WHAT YOU HAVE TO DO
Isolate every line in the data with the string "wrist" and copy it.

┌─ ENTRIES SHOWN

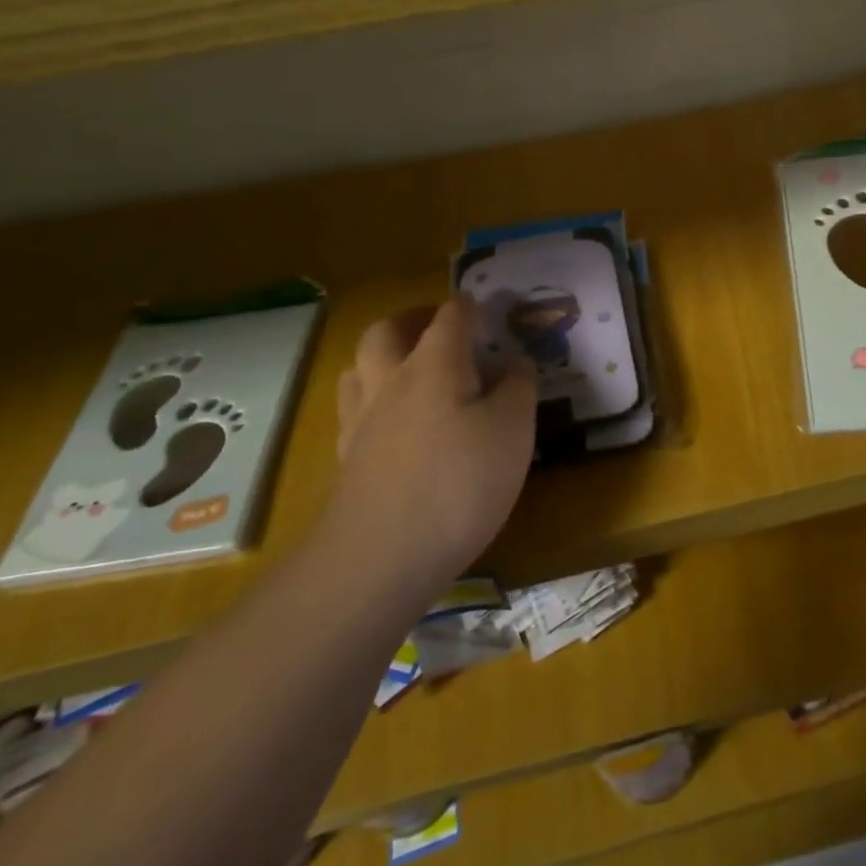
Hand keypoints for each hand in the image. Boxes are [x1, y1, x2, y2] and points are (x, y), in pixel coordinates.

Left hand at [329, 296, 537, 595]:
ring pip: (359, 369)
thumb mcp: (513, 429)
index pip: (450, 317)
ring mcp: (361, 422)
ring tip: (409, 370)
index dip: (470, 307)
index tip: (487, 310)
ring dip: (382, 358)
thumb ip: (517, 387)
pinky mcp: (347, 461)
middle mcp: (390, 382)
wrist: (381, 558)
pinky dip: (374, 402)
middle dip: (411, 321)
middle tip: (436, 328)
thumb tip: (514, 360)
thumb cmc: (459, 482)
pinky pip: (354, 412)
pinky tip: (394, 425)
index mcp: (434, 364)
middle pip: (385, 331)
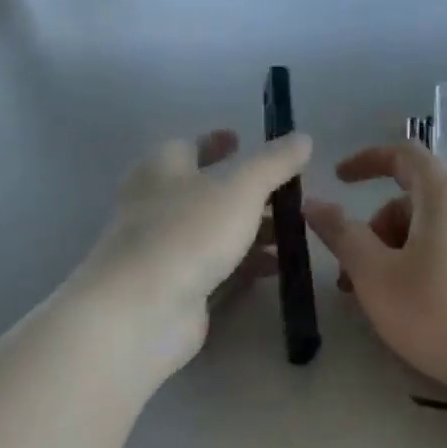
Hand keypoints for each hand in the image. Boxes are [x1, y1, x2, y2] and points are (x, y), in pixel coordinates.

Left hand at [72, 129, 311, 383]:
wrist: (143, 309)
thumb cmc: (188, 233)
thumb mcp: (240, 188)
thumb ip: (274, 163)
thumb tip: (303, 137)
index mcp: (162, 170)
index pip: (188, 146)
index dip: (215, 143)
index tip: (241, 140)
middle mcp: (157, 206)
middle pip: (205, 192)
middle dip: (246, 192)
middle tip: (285, 195)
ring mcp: (165, 251)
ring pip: (214, 232)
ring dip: (251, 231)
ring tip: (291, 235)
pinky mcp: (176, 288)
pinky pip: (216, 268)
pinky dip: (244, 264)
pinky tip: (274, 269)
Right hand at [304, 144, 446, 409]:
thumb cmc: (440, 313)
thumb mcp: (377, 277)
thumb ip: (343, 235)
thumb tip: (314, 203)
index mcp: (444, 193)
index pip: (402, 154)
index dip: (365, 161)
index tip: (338, 180)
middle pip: (413, 197)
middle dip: (376, 228)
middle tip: (352, 274)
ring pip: (433, 226)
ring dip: (397, 249)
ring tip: (381, 297)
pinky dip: (426, 259)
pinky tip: (418, 302)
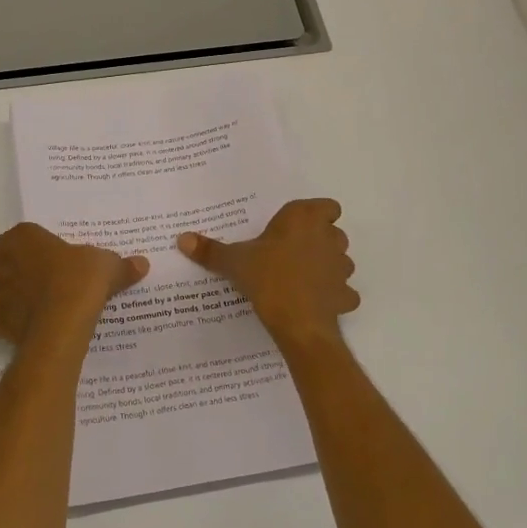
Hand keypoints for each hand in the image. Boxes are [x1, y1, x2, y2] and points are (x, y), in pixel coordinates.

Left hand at [0, 222, 148, 348]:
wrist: (66, 314)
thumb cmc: (83, 278)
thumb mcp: (107, 264)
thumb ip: (121, 265)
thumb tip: (143, 264)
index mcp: (23, 237)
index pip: (9, 239)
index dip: (17, 250)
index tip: (36, 262)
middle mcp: (0, 261)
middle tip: (3, 283)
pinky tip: (0, 326)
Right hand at [177, 198, 358, 349]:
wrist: (297, 321)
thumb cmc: (267, 277)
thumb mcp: (234, 261)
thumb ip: (210, 249)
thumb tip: (181, 238)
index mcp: (304, 219)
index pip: (327, 206)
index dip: (316, 215)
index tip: (296, 228)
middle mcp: (328, 237)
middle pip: (333, 232)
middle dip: (319, 240)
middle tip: (291, 253)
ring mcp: (341, 267)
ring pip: (341, 260)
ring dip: (328, 266)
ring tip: (302, 278)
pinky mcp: (346, 295)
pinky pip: (344, 292)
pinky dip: (334, 295)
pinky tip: (316, 302)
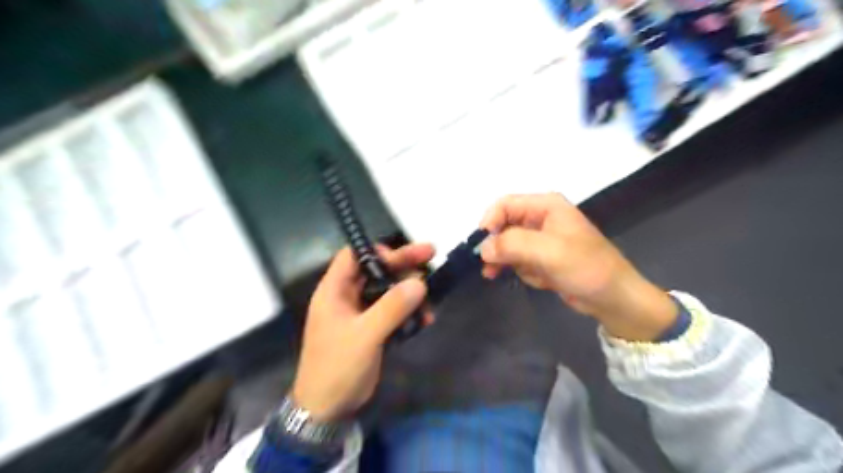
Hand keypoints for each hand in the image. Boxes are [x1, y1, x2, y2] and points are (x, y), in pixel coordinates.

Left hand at [292, 243, 433, 420]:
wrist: (327, 409)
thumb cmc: (337, 367)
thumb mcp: (365, 335)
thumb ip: (392, 307)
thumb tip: (420, 282)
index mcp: (335, 290)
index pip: (353, 255)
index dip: (377, 251)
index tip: (403, 255)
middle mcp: (347, 297)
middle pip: (376, 271)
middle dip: (403, 266)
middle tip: (431, 257)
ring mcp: (360, 314)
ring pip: (388, 291)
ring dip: (410, 293)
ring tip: (430, 303)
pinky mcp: (372, 329)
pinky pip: (393, 311)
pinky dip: (409, 312)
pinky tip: (425, 320)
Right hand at [480, 195, 675, 340]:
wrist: (613, 298)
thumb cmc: (585, 268)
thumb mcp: (548, 252)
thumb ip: (512, 244)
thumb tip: (483, 248)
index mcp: (545, 206)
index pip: (505, 205)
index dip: (489, 222)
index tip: (482, 247)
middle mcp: (541, 218)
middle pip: (504, 225)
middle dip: (497, 247)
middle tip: (488, 267)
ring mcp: (541, 239)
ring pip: (508, 245)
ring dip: (508, 262)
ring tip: (508, 277)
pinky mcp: (542, 258)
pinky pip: (519, 260)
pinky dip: (522, 271)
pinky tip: (537, 280)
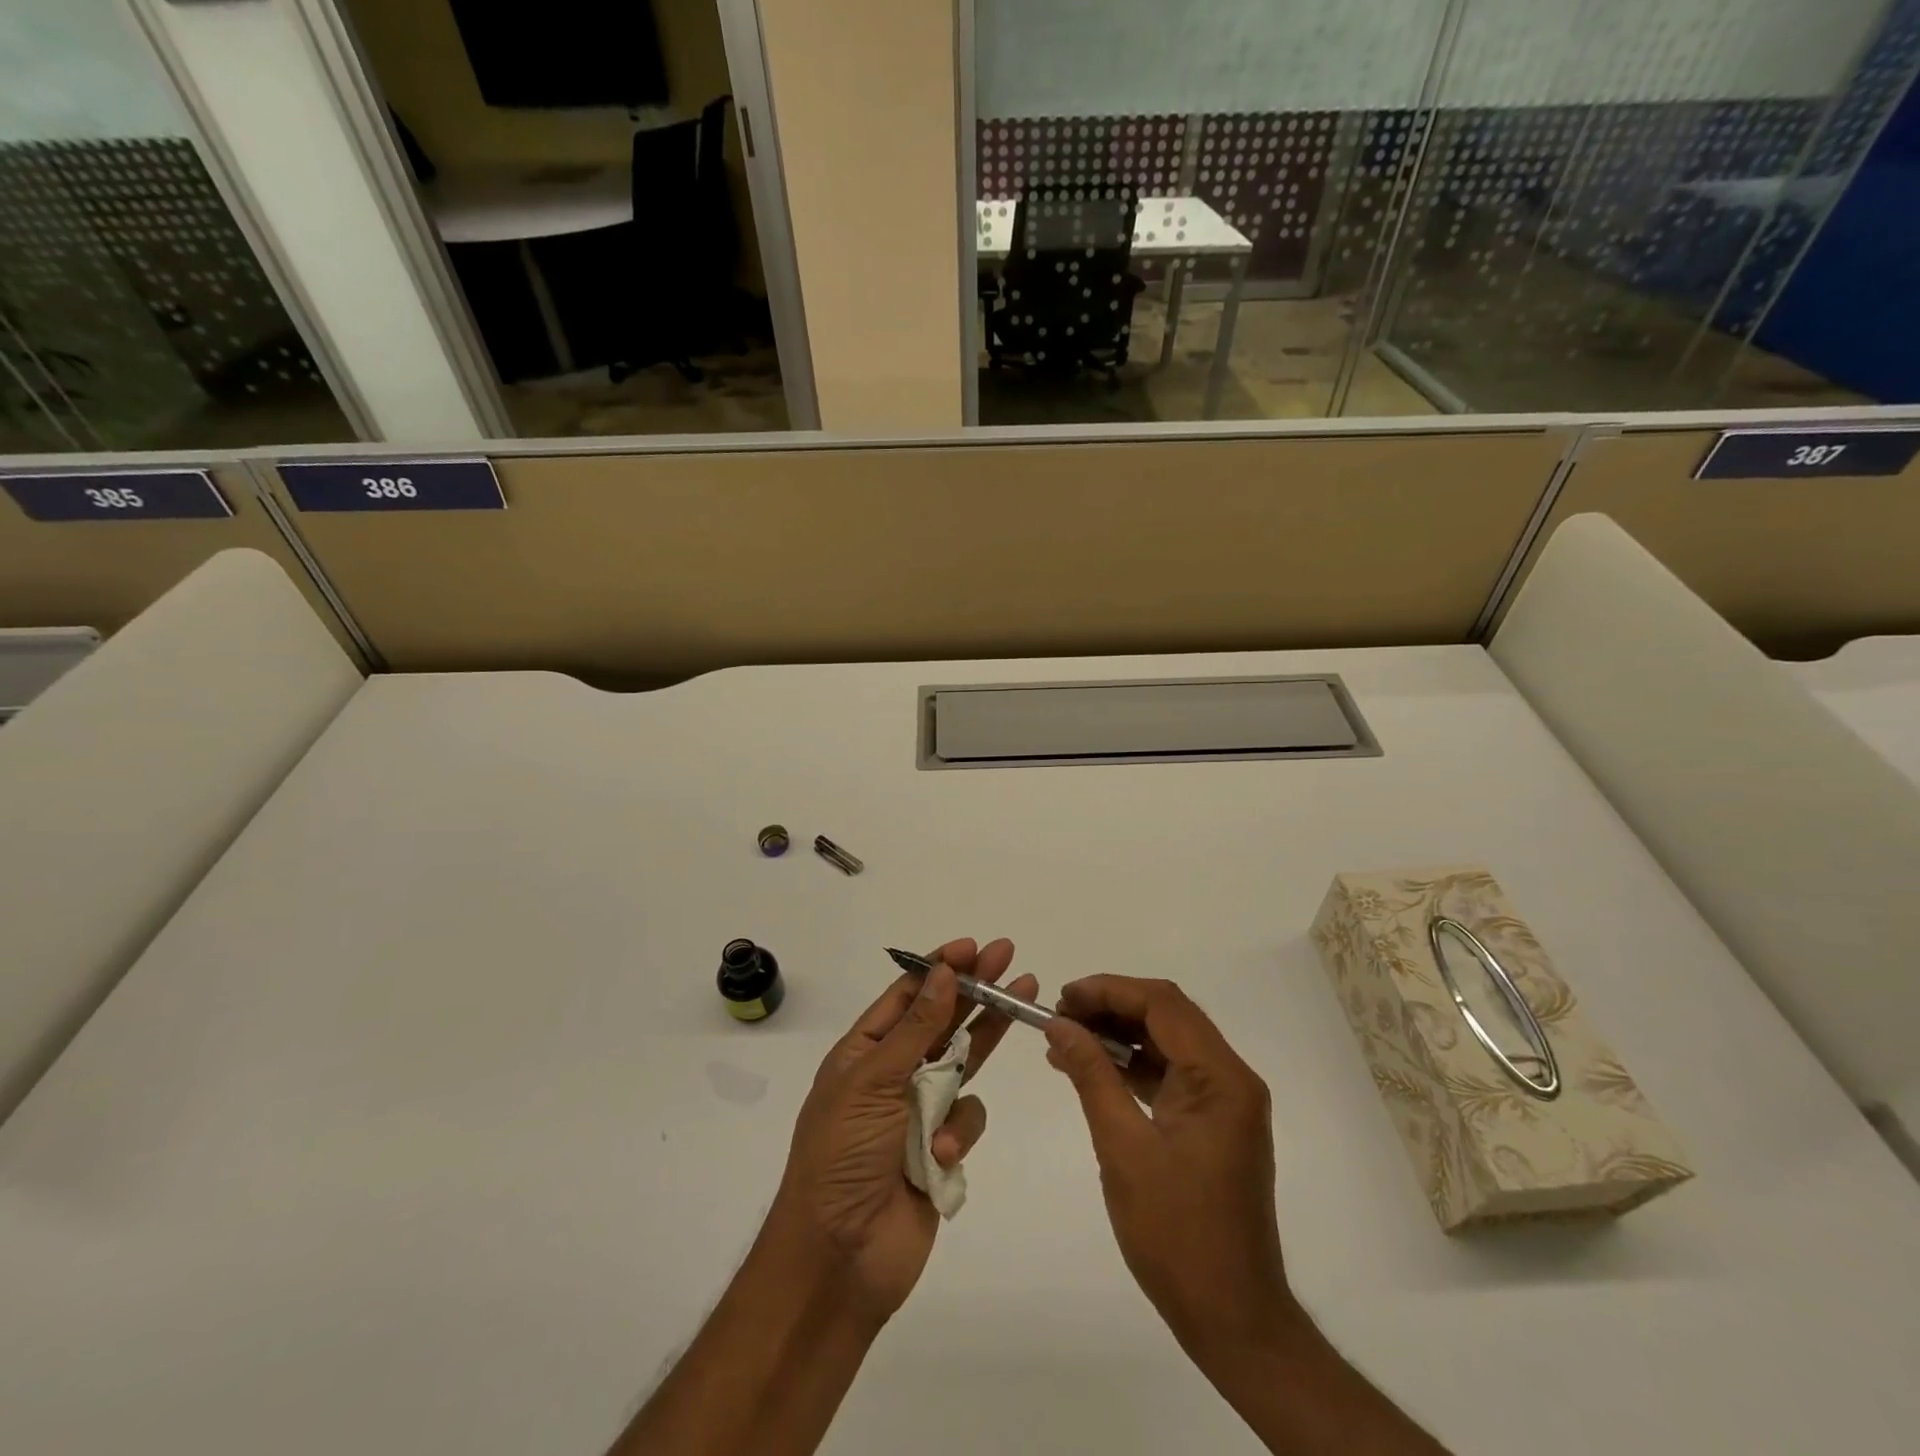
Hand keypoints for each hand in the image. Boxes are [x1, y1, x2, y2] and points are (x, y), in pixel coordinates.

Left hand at [774, 937, 1035, 1325]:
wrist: (838, 1259)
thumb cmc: (842, 1156)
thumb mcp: (872, 1082)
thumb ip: (915, 1029)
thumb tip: (944, 974)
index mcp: (863, 1052)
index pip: (906, 996)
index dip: (939, 968)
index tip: (971, 946)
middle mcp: (892, 1075)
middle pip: (943, 1020)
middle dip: (975, 988)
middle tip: (1009, 956)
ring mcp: (919, 1111)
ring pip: (964, 1062)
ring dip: (987, 1036)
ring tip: (1025, 999)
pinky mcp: (942, 1148)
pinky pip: (967, 1117)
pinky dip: (960, 1130)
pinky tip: (942, 1150)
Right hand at [1043, 975, 1296, 1363]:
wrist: (1232, 1318)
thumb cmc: (1177, 1234)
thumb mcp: (1123, 1148)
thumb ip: (1092, 1075)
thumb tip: (1059, 1024)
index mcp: (1221, 1078)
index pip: (1163, 1005)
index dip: (1109, 990)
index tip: (1063, 997)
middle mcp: (1231, 1078)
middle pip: (1167, 1016)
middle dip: (1111, 1007)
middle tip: (1060, 1016)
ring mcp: (1224, 1101)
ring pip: (1167, 1042)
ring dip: (1118, 1035)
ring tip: (1066, 1039)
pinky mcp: (1212, 1123)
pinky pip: (1169, 1074)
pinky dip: (1131, 1066)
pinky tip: (1092, 1070)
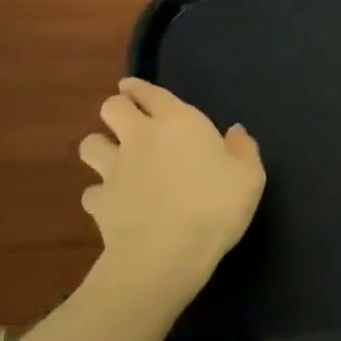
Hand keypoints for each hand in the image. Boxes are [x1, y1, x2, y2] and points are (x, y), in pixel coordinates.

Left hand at [78, 79, 265, 304]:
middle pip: (112, 108)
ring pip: (90, 144)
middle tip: (128, 119)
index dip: (139, 88)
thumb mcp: (249, 176)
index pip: (150, 93)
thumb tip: (235, 131)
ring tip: (113, 157)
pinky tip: (112, 202)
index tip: (132, 87)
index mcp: (178, 122)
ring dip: (100, 146)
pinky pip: (91, 191)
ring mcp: (114, 170)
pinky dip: (100, 193)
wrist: (166, 253)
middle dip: (118, 108)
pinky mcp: (99, 203)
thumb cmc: (215, 205)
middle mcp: (140, 137)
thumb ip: (243, 149)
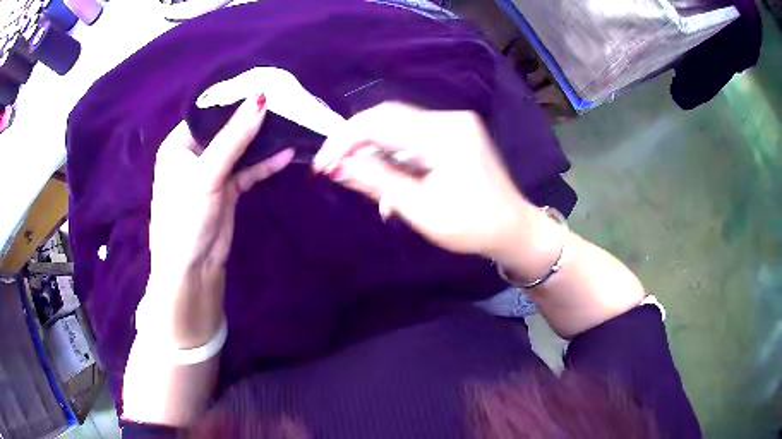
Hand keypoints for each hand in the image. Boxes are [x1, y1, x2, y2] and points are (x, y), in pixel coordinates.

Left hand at [140, 94, 292, 348]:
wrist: (193, 268)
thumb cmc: (185, 217)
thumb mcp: (206, 174)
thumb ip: (233, 137)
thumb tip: (260, 98)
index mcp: (178, 145)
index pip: (208, 114)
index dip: (233, 101)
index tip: (264, 87)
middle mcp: (194, 154)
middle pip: (227, 130)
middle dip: (251, 119)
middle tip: (283, 102)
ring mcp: (213, 172)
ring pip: (240, 149)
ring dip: (261, 140)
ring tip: (289, 123)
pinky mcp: (228, 189)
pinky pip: (248, 170)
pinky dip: (265, 163)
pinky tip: (285, 153)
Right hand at [313, 102, 537, 258]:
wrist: (512, 229)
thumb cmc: (471, 226)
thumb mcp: (419, 208)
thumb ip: (377, 181)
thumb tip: (338, 166)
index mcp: (444, 134)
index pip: (380, 122)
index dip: (344, 140)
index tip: (322, 165)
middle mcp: (449, 119)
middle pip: (387, 119)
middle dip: (356, 144)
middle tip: (334, 170)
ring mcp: (453, 124)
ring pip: (397, 129)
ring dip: (375, 154)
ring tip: (365, 184)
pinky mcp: (454, 135)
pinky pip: (413, 138)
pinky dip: (395, 158)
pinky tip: (390, 183)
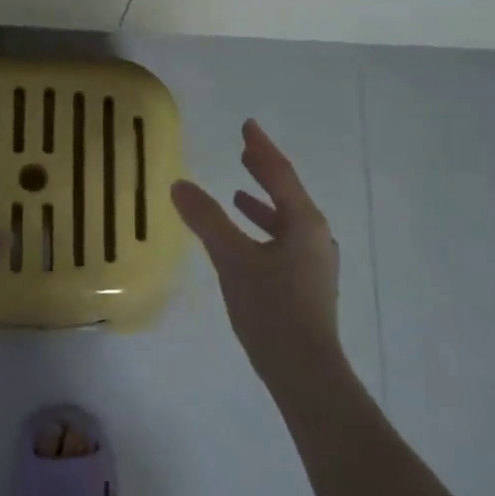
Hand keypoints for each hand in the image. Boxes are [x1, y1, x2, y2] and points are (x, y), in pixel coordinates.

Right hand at [171, 121, 344, 386]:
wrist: (304, 370)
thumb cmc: (271, 308)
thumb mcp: (233, 259)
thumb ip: (207, 220)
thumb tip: (180, 185)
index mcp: (304, 223)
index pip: (280, 174)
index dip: (261, 148)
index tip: (248, 125)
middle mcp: (315, 236)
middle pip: (287, 194)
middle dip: (264, 172)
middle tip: (245, 150)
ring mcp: (314, 263)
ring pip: (285, 221)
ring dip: (262, 204)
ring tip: (238, 192)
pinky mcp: (307, 284)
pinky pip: (283, 242)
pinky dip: (263, 231)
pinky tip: (246, 242)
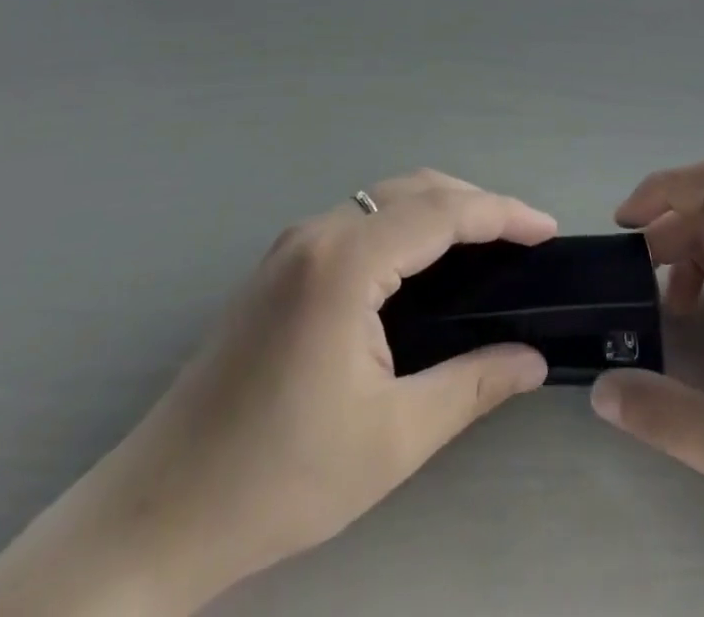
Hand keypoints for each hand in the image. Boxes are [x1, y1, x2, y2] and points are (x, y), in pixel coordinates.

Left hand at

└─

EXERCISE OUTPUT
wrist: (381, 558)
wrist: (143, 309)
wrist: (66, 314)
wrist: (297, 321)
wrist: (327, 409)
wrist: (613, 298)
wrist: (838, 1259)
wrist: (1232, 1318)
wrist: (166, 253)
wrist: (193, 268)
wrist: (512, 229)
wrist: (304, 370)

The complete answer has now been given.